### Entries shown
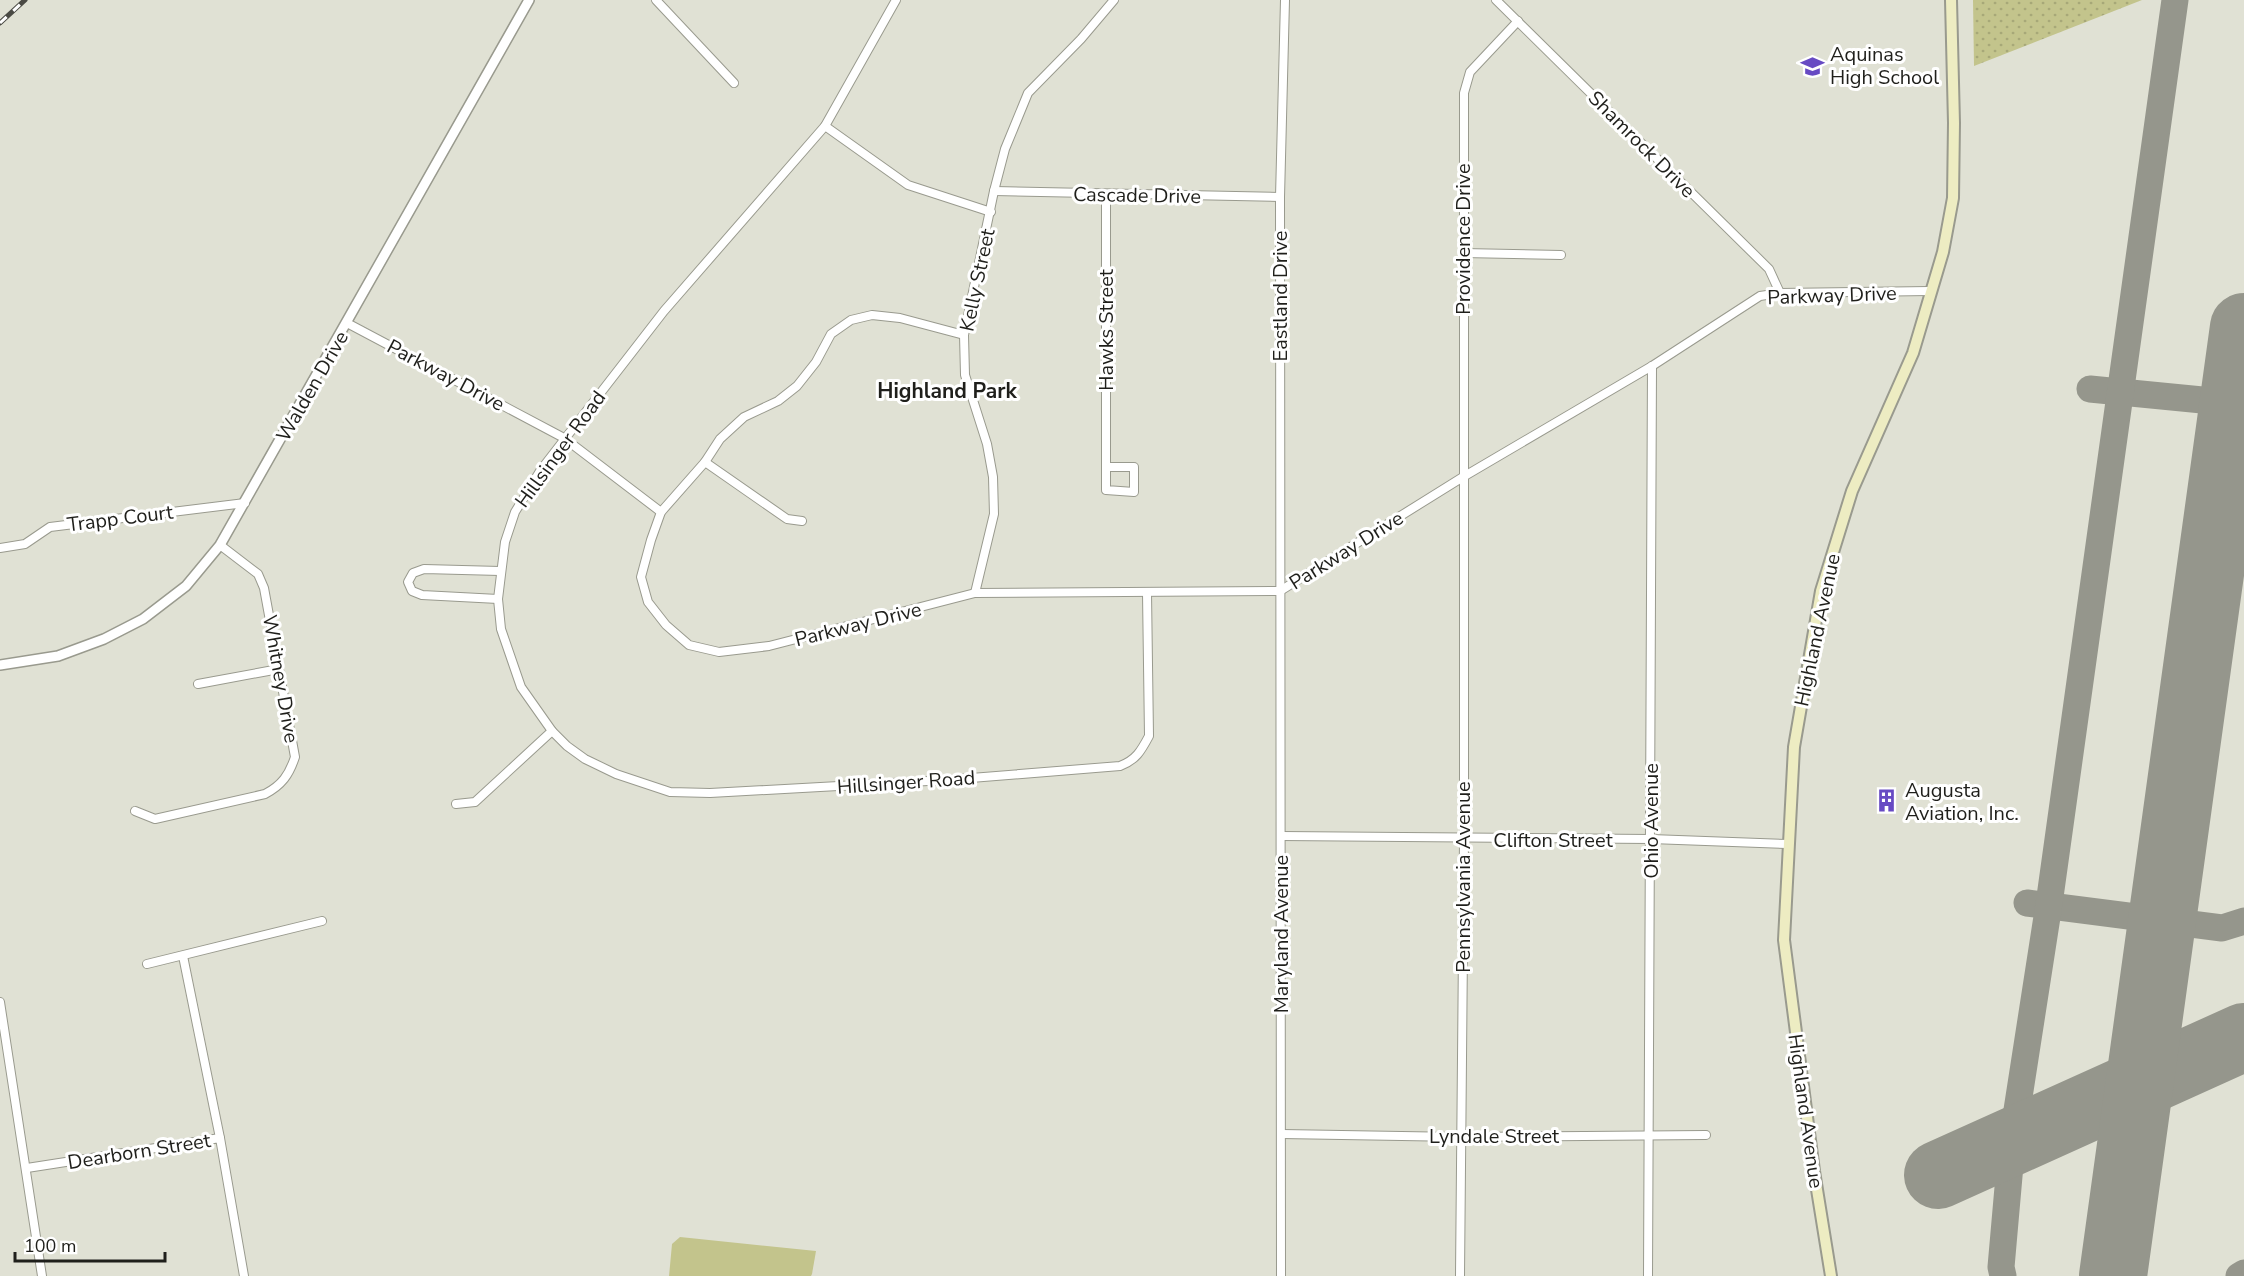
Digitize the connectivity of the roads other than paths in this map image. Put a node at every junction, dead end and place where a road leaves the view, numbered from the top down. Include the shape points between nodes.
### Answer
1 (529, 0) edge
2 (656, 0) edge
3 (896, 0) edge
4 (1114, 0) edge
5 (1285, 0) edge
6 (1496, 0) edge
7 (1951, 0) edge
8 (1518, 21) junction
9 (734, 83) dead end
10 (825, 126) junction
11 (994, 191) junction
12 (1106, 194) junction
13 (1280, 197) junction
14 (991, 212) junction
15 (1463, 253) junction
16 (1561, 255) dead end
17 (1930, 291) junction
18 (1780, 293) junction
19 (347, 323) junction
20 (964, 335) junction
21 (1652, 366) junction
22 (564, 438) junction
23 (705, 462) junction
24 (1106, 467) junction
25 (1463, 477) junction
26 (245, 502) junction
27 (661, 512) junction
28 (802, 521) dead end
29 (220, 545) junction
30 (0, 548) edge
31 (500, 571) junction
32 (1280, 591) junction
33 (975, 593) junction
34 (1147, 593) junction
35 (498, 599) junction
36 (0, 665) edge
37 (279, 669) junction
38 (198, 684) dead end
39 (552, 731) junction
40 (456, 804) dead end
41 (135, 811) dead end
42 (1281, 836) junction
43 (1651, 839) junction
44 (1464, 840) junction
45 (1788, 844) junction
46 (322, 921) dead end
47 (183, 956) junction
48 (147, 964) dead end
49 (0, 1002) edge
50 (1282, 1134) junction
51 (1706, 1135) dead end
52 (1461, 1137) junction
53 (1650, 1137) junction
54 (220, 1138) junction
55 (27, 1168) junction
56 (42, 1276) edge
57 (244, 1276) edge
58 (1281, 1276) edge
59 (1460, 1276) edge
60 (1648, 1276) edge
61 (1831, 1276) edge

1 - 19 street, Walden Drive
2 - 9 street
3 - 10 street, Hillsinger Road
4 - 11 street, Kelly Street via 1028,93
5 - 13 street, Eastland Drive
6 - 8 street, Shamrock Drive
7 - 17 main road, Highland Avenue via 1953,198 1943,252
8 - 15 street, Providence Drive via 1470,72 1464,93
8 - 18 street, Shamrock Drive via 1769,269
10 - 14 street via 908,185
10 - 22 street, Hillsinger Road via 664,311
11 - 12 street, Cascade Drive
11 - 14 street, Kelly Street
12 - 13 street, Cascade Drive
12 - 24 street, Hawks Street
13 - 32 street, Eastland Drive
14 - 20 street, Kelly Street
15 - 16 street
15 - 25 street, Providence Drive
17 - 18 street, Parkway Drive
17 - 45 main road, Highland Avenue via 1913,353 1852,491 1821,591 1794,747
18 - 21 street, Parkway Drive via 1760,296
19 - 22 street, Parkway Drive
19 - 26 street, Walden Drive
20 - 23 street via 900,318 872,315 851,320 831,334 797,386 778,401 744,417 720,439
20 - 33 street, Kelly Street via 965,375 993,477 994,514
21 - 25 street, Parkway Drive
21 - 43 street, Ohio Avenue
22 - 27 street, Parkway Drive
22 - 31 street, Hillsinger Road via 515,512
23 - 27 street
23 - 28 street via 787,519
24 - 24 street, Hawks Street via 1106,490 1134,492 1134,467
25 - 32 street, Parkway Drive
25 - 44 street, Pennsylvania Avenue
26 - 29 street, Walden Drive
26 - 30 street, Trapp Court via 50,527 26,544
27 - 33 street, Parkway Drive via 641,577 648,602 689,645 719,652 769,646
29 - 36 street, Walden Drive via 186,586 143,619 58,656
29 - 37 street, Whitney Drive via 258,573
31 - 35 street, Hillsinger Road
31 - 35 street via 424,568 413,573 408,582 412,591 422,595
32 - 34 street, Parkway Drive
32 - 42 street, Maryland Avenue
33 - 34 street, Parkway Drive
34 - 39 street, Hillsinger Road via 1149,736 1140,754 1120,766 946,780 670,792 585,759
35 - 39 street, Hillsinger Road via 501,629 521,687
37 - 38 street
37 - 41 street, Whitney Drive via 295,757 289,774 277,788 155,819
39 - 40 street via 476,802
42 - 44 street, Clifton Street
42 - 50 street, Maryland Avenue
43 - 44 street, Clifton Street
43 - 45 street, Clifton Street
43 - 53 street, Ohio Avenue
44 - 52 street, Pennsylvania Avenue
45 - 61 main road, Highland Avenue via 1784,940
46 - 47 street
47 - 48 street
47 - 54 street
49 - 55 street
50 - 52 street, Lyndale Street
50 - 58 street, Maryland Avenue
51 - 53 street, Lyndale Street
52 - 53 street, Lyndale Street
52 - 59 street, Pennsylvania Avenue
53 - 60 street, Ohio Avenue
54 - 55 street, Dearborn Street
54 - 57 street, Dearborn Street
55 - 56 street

### What to do
Look through the listing above and copy each line where the string "dead" occurs.

### Answer
Digitize the connectivity of the roads other than paths in this map image. Put a node at every junction, dead end and place where a road leaves the view, numbered from the top down. Include the shape points between nodes.
9 (734, 83) dead end
16 (1561, 255) dead end
28 (802, 521) dead end
38 (198, 684) dead end
40 (456, 804) dead end
41 (135, 811) dead end
46 (322, 921) dead end
48 (147, 964) dead end
51 (1706, 1135) dead end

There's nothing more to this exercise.